# Can HA be polished?



## Ty_Bower (Oct 8, 2005)

The HA finish on my Arc LSH and its tailpiece don't match. No big surprise there. I'd never expect the HA to match on two difference pieces.

The head is lighter, and the tail is a little darker. No big deal. The part that bugs me is the head piece is smoother and shiny-er too. The tail is duller, and it even feels "flat" to the touch.

Most of the other few hard anodized parts I own have a somewhat light glossy finish to them. I'm not talking the full on gloss finish you would see on a type II anodize, but they still have a little luster. This tail piece is just really dull.

I don't care about the coloration, but I would like it to be a little glossier. Is this possible? Can HA be polished? Would a little wax do any good?

I definately do NOT want to strip the HA finish in any way.


----------



## gadget_lover (Oct 8, 2005)

There are waxes and there are polishes. My understanding is that a good wax will work fine without rubbing anything off. 
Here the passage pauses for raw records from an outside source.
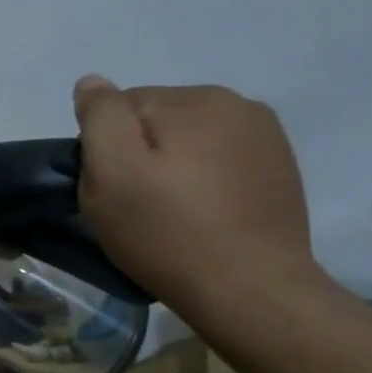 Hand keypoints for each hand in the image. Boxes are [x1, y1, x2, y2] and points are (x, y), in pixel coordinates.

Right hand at [72, 76, 325, 321]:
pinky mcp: (279, 169)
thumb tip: (92, 83)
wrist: (250, 290)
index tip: (111, 187)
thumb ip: (99, 117)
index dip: (104, 148)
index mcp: (196, 99)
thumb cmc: (166, 230)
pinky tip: (201, 214)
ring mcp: (266, 137)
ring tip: (169, 212)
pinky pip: (217, 160)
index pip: (121, 107)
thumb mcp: (111, 172)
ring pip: (187, 140)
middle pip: (156, 120)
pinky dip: (201, 179)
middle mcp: (238, 104)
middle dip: (138, 153)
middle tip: (135, 204)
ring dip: (170, 166) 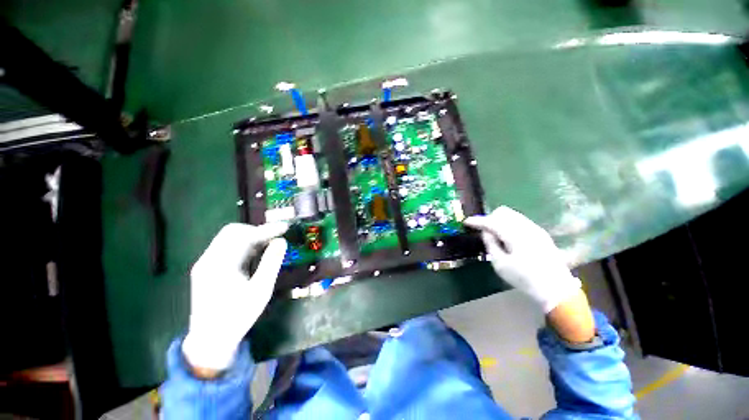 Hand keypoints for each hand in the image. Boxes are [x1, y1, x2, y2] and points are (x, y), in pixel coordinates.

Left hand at [182, 222, 287, 373]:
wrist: (211, 340)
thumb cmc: (238, 316)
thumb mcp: (261, 290)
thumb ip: (271, 262)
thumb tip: (281, 241)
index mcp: (220, 264)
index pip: (244, 235)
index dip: (266, 229)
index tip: (285, 228)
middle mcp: (208, 259)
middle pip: (232, 232)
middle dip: (256, 231)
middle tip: (275, 237)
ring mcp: (205, 264)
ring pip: (228, 239)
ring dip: (250, 238)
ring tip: (269, 244)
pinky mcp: (206, 270)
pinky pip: (226, 249)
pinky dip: (243, 246)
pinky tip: (255, 254)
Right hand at [464, 206, 581, 313]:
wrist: (556, 289)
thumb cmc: (524, 279)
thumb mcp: (500, 264)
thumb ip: (490, 244)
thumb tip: (486, 232)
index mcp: (515, 235)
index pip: (491, 221)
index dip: (477, 221)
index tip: (466, 222)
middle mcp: (526, 227)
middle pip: (503, 212)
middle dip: (490, 218)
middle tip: (484, 231)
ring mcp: (535, 229)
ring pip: (512, 215)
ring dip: (500, 220)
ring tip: (496, 235)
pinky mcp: (541, 233)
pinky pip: (520, 221)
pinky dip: (509, 224)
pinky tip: (508, 238) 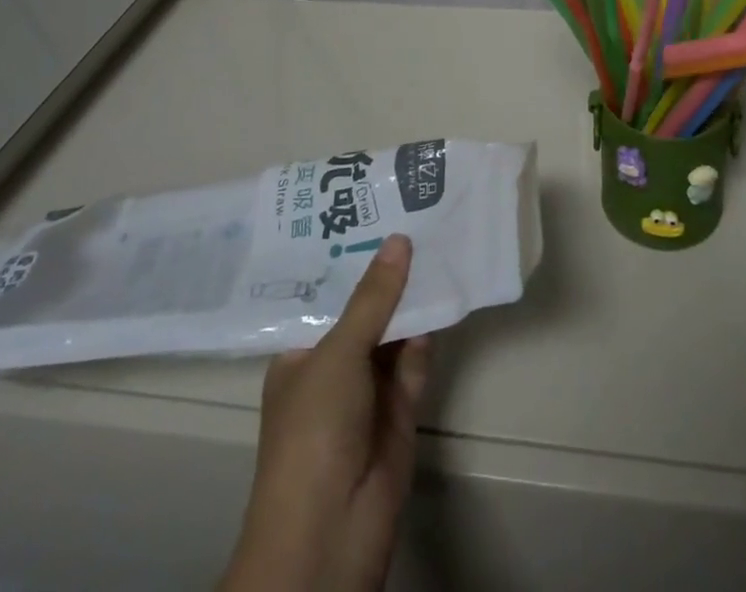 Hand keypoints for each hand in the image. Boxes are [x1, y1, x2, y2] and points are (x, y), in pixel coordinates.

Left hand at [221, 234, 431, 591]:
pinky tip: (444, 295)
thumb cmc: (314, 429)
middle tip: (414, 218)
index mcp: (301, 353)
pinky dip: (428, 333)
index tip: (374, 214)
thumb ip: (373, 299)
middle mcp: (334, 367)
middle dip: (388, 275)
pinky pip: (415, 361)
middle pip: (366, 311)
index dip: (350, 260)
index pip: (326, 296)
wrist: (331, 531)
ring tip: (436, 243)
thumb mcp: (338, 353)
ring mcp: (368, 390)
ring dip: (412, 299)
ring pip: (394, 333)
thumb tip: (399, 241)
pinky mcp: (400, 409)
A polish will contain abrasives, or so I've been told.

Daniel


----------



## pbarrette (Oct 9, 2005)

Hi Ty,

You could try boiling it in distilled water for ~5-10 minutes or so. It's possible that the sealing process wasn't fully completed. Boiling may help close the pores of the HA and brighten up the finish.
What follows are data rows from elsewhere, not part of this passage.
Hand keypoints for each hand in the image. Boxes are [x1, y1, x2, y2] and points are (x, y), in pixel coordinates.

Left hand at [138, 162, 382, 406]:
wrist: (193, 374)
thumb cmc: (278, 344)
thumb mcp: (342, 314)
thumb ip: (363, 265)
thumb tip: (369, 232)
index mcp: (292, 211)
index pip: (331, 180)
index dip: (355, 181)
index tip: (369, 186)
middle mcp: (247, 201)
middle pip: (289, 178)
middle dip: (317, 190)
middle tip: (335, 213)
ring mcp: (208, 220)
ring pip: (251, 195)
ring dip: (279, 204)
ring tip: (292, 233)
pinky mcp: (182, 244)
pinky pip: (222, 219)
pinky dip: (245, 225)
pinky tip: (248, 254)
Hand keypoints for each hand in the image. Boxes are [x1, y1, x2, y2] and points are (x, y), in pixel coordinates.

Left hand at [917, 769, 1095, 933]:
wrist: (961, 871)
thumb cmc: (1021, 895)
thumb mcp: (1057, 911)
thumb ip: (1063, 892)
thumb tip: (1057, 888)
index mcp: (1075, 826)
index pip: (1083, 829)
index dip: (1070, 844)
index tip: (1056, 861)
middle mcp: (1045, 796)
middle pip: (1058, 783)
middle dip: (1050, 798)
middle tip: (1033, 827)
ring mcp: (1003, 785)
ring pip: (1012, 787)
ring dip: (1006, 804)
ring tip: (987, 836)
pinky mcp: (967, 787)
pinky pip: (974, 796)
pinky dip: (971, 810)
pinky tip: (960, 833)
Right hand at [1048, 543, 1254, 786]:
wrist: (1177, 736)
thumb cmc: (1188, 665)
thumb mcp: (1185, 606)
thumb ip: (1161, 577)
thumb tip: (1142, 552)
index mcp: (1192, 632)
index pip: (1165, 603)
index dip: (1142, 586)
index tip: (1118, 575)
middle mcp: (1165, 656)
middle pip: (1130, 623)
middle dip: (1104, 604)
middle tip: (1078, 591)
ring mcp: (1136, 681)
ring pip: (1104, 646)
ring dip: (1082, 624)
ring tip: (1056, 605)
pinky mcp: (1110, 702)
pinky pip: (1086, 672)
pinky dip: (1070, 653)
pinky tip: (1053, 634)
Of course, this would only work if the sealing process wasn't complete during the original anodization process. But it can't hurt, so it's worth a shot.

pb


----------



## AtomSphere (Oct 9, 2005)

pbarrette said:


> Hi Ty,
> 
> You could try boiling it in distilled water for ~5-10 minutes or so. It's possible that the sealing process wasn't fully completed. Boiling may help close the pores of the HA and brighten up the finish.
> 
> ...


 
Think thats kindda bad right? Don't think surefire's aluminums are heat treated as THEY cut out flashlights from blocks of aluminum. Heat + Aluminum = weaker aluminum?:shrug:


----------



## Iron_Man (Oct 9, 2005)

No, it can not. As ya thought, use a wax or some such.


----------



## pbarrette (Oct 9, 2005)

Hi AtomSphere,

Heat treating of aluminum is generally done at higher temperatures than the 100-deg-C of boiling water. Even "Precipitation" heat treatment (also called "Artificial Aging") is done in a range of approximately 120-200-deg-C and is generally left at that temperature for 5 or more hours to reach a state where the structure of the metal is affected.
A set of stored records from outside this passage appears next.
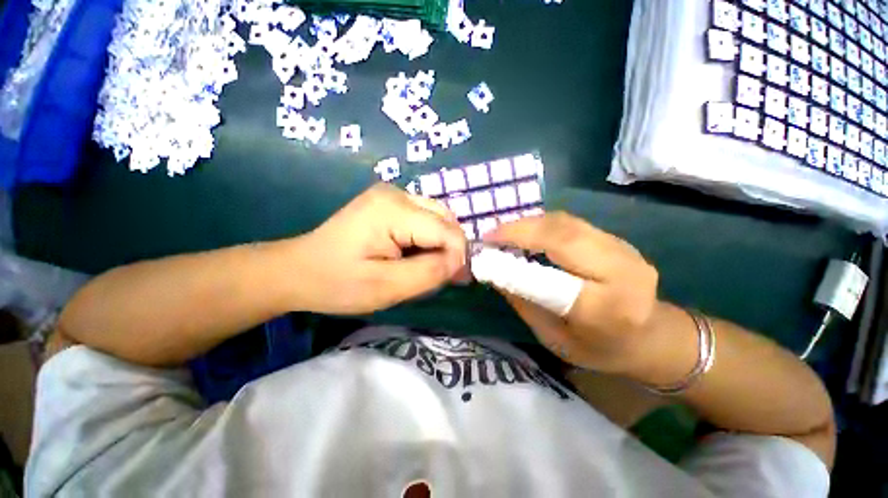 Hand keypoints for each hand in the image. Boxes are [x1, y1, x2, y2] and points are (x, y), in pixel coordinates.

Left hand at [292, 183, 466, 314]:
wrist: (299, 270)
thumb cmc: (338, 282)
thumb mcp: (386, 287)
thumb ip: (429, 272)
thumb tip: (459, 261)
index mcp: (394, 210)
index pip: (446, 230)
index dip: (457, 256)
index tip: (453, 280)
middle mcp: (397, 193)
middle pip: (446, 219)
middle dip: (450, 249)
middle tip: (441, 276)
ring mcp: (393, 195)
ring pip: (438, 218)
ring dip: (440, 244)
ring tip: (426, 266)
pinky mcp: (390, 203)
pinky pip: (425, 219)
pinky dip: (429, 239)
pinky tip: (415, 254)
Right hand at [484, 212, 660, 372]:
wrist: (652, 337)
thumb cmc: (600, 348)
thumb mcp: (554, 338)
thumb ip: (523, 302)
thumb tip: (493, 270)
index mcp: (607, 308)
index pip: (552, 277)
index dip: (515, 262)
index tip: (486, 250)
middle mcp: (621, 270)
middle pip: (562, 235)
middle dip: (520, 230)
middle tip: (491, 235)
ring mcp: (623, 248)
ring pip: (566, 223)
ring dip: (529, 224)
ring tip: (504, 233)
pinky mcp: (616, 238)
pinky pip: (571, 223)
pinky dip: (542, 224)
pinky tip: (526, 232) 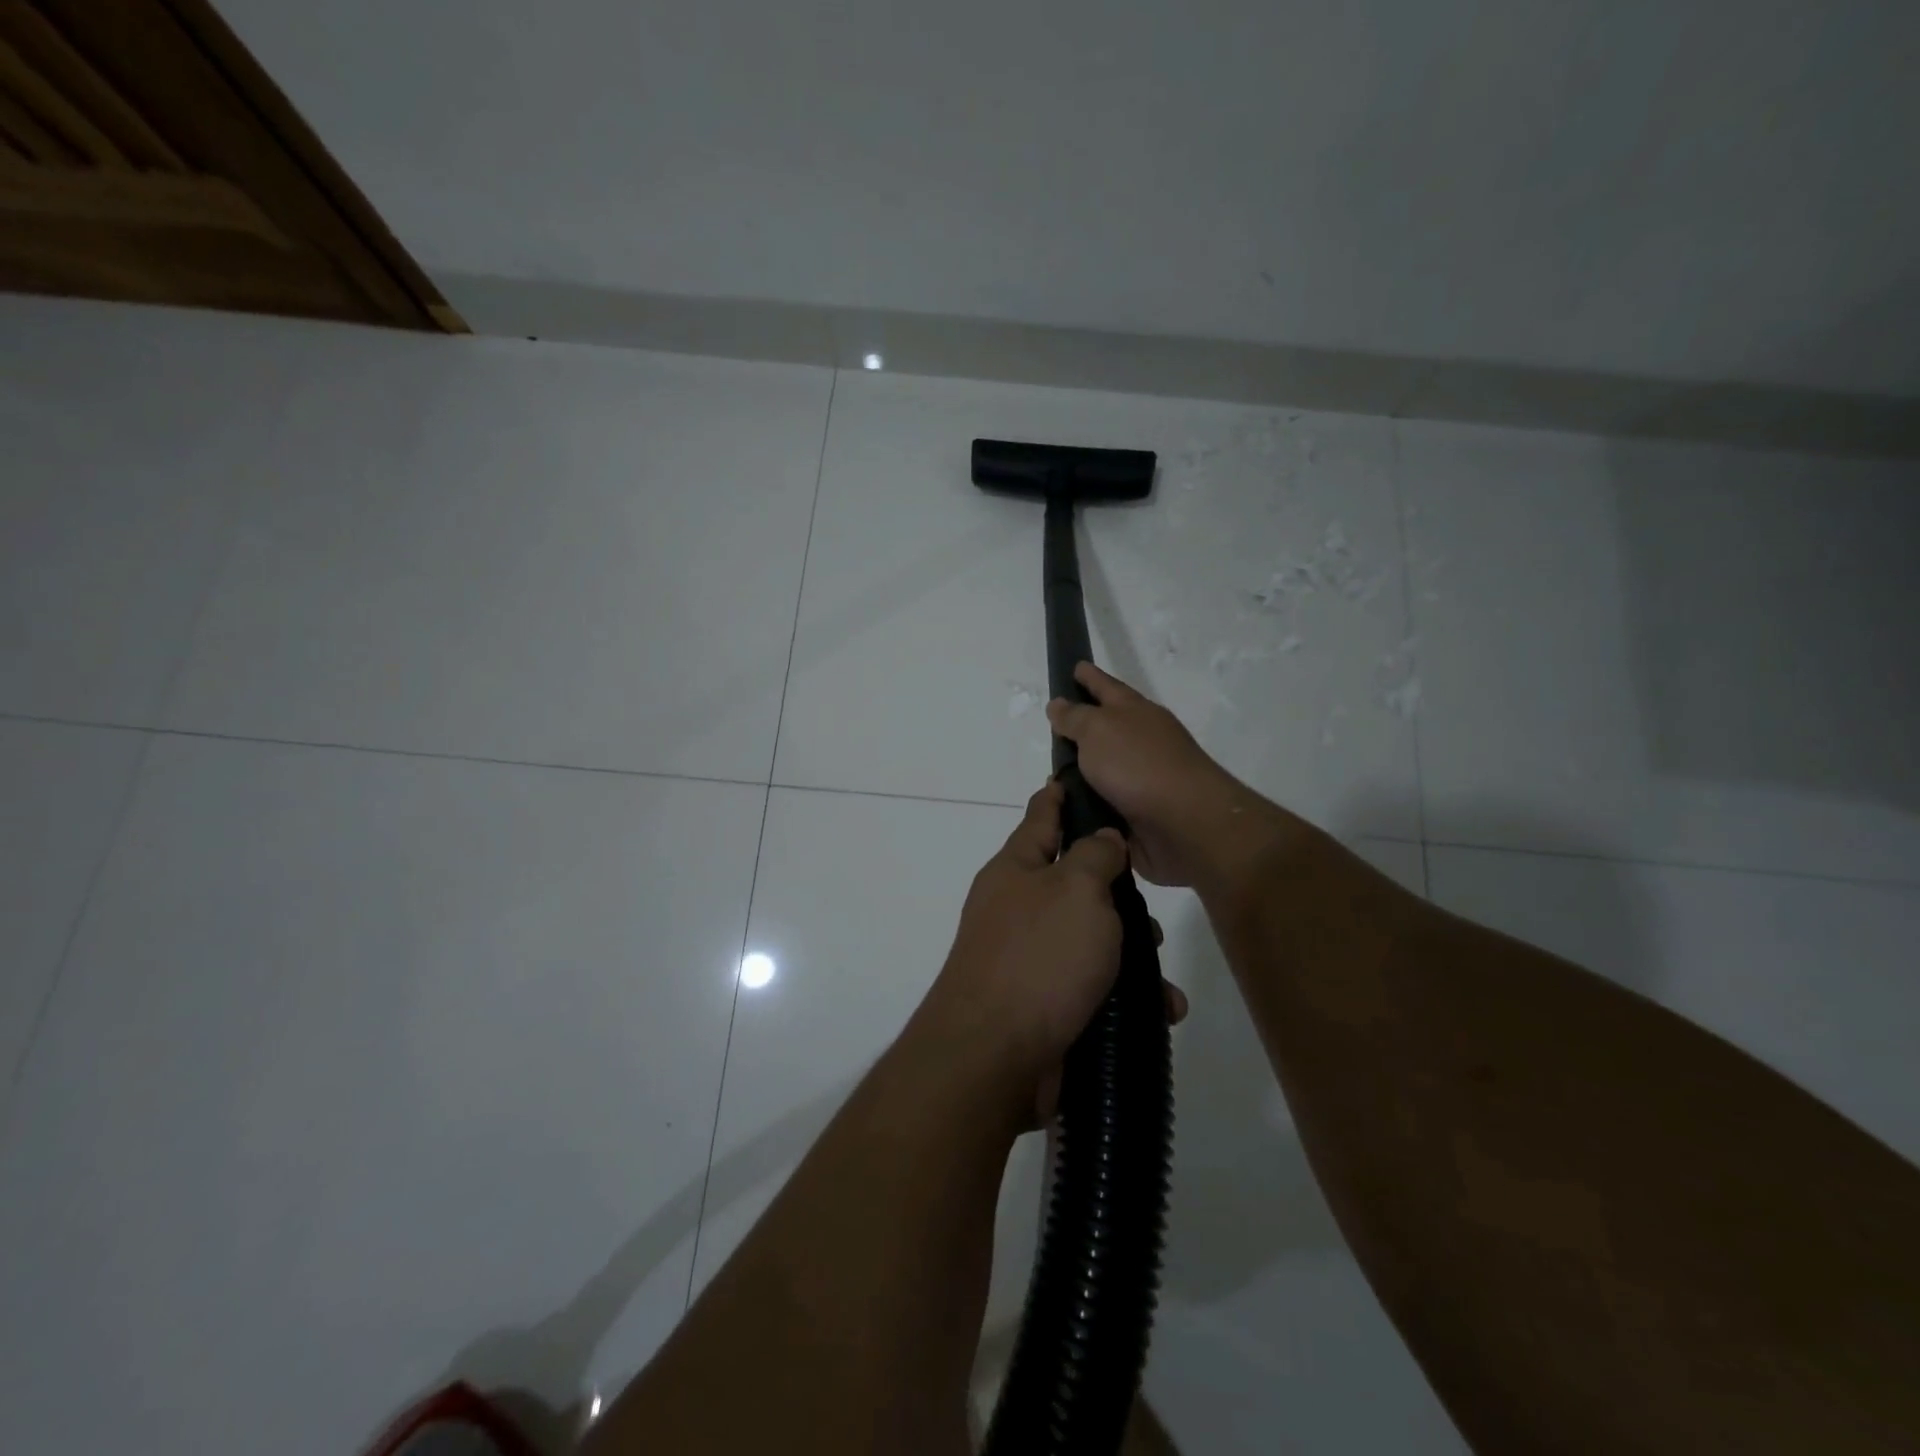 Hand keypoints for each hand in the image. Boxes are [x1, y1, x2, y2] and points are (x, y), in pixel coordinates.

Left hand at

The anodizing process generally consists of 4 steps:
1) Cleaning.
2) Anodizing.
3) Dyeing.
4) Sealing.

Anodization of aluminum is the formation of Aluminum Oxide crystals which are grown into and out of the surface of the aluminum. The crystals have a porous structure which allows them to accept the dye. The dye generally sits in the bottom of the pores as opposed to being chemically bonded to the aluminum or the aluminum-oxide.

To prevent the dye from leaching out, sealing of the pores is necessary. The sealing step is generally done by boiling the part in distilled water for up to 20 minutes. In commercial applications a Nickel Acetate based sealer is usually used at a slightly lower temperature. Sealing the pores of the anodized surface converts some of the surface of the aluminum-oxide into alumina-hydrate which is a more solid, larger, hydrated form of aluminm-oxide. These larger, hydrated molecules block the pores of the anodized surface and trap the dye in the pits.

If the sealing process wasn't run long enough, then it is possible that boiling will help seal the remaining pores in the anodized surface. This would also result in a slightly more shiny surface since the sealed pores would reflect more light than the unsealed pores.

pb

EDIT:

I forgot to add that heat treating of aluminum is usually done to strengthen the aluminum as opposed to making it weaker. Heat treatment of aluminum is also generally done before the part is machined as well. So it's unlikely that Arc (or Surefire, for that matter) would heat treat their parts. Instead, they would likely use pre-treated aluminum stock.

If Arc did use heat treated stock, then the temperature of boiling water would not be high enough to anneal the metal and destroy the strength properties. Also, 6000 and 7000 series aluminum (as generally used in flashlights) will gain strength with age naturally over the course of years. Artificial aging is done to accelerate the process and results in a stronger metal in a shorter period of time. Even so, boiling in water for 10 minutes is extremely unlikely to affect the mechanical properties of the Arc tailcap.

pb


----------



## tvodrd (Oct 9, 2005)

Recollections from almost 30 years ago (and a materials handbook in front of me  ) indicate that for 6061 Aluminum, heat treatment for max strength requires "solution treatment" at 985degF for a "soak" time sufficient for the Mg, Si, Cr, and Cu alloying constituents to go into "solid solution." The material is then quenched in water to room temp. This results in the "annealed condition or T0 condition." Subsequent to solution treatment, the material is then "artificially-aged" by heating it to 320-350degF. High strength Al alloys suffer a major strength loss at temperatures approaching their aging temperatures, but it is recovered when the part cools. The T6 after the 6061 means solution-treated and artificially-aged. The 2XXX alloys typically "naturally age," and the solution-treated, naturally-aged condition is called T4. 2XXX series rivits used to be available in T0 and were kept refrigerated which greatly slowed the natural aging process. They were set in the T0 condition and developed their full strength after a few days at room temp. 

The above barely scratches the surface of age-hardening, non ferrous metals! I had a semester of metallurgy, another on heat treating, and a couple more on industrial materials and their properties. It was a veery long time ago! :green: (<---- Disclaimer.)

Larry


----------



## tvodrd (Oct 9, 2005)

Oh, on the subject of "polishing" HA, It can be done. ~18 years ago we made a complicated, gravity feed track for an automated air flow test machine. The HA build tightened the inside dimensions to the point the acrylic parts wouldn't go. It took diamond paste and a lot of elbow grease, but I opened it the .001" or so it needed. The sucker is still running parts today and the HA is still holding up after many millions of abrasive, acrylic parts. 

Larry


----------



## AtomSphere (Oct 10, 2005)

Oh..... So simple yet so complex....


----------